This makes the MDC run at a very low rate, that is, considering AHB is
always fixed to 100Mhz, a value of 390KHz.
This hasn't have been a problem as MDIO wasn't used for time sensitive
operation, it is now that on IPQ807x is usually mounted with PHY that
requires MDIO to load their firmware (example Aquantia PHY).
To handle this problem and permit to set the correct designed MDC
frequency for the SoC add support for the standard "clock-frequency"
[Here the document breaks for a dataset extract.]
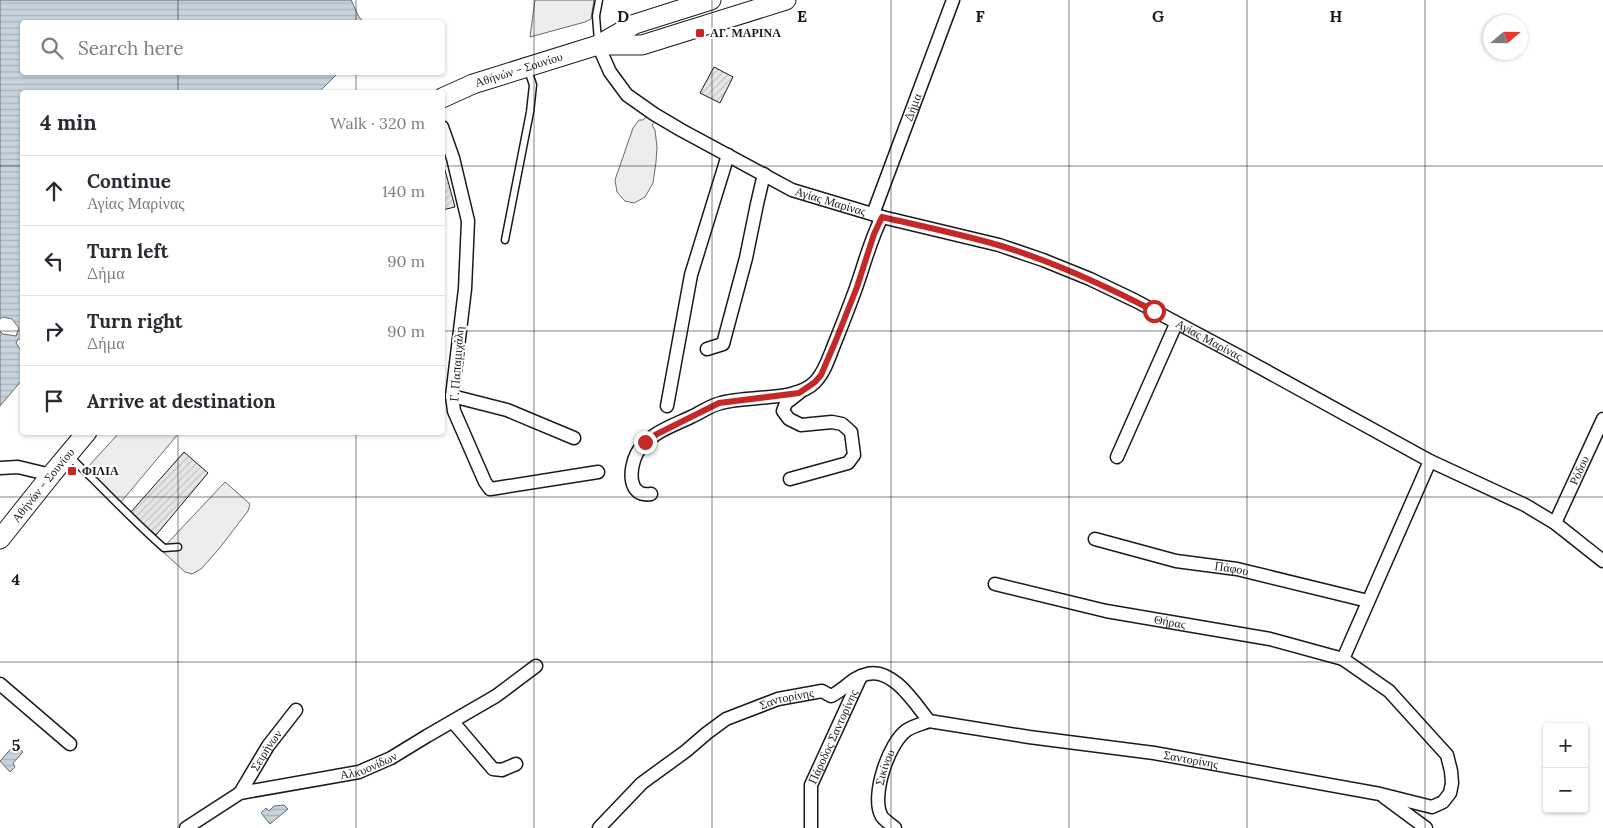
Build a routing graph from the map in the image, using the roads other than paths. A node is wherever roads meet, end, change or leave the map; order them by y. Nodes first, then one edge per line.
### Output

property for the MDIO node.
The divider supports value from /1 to /256 and the common value are to
set it to /16 to reflect 6.25Mhz or to /8 on newer platform to reflect
12.5Mhz.
To scan if the requested rate is supported by the divider, loop with
each supported divider and stop when the requested rate match the final
rate with the current divider. An error is returned if the rate doesn't
match any value.
On MDIO reset, the divider is restored to the requested value to prevent
any kind of downclocking caused by the divider reverting to a default
value.
To follow 802.3 spec of 2.5MHz of default value, if divider is set at
/256 and "clock-frequency" is not set in DT, assume nobody set the
divider and try to find the closest MDC rate to 2.5MHz. (in the case of
AHB set to 100MHz, it's 1.5625MHz)
While at is also document other bits of the MDIO_MODE reg to have a
clear idea of what is actually applied there.
Documentation of some BITs is skipped as they are marked as reserved and
their usage is not clear (RES 11:9 GENPHY 16:13 RES1 19:17)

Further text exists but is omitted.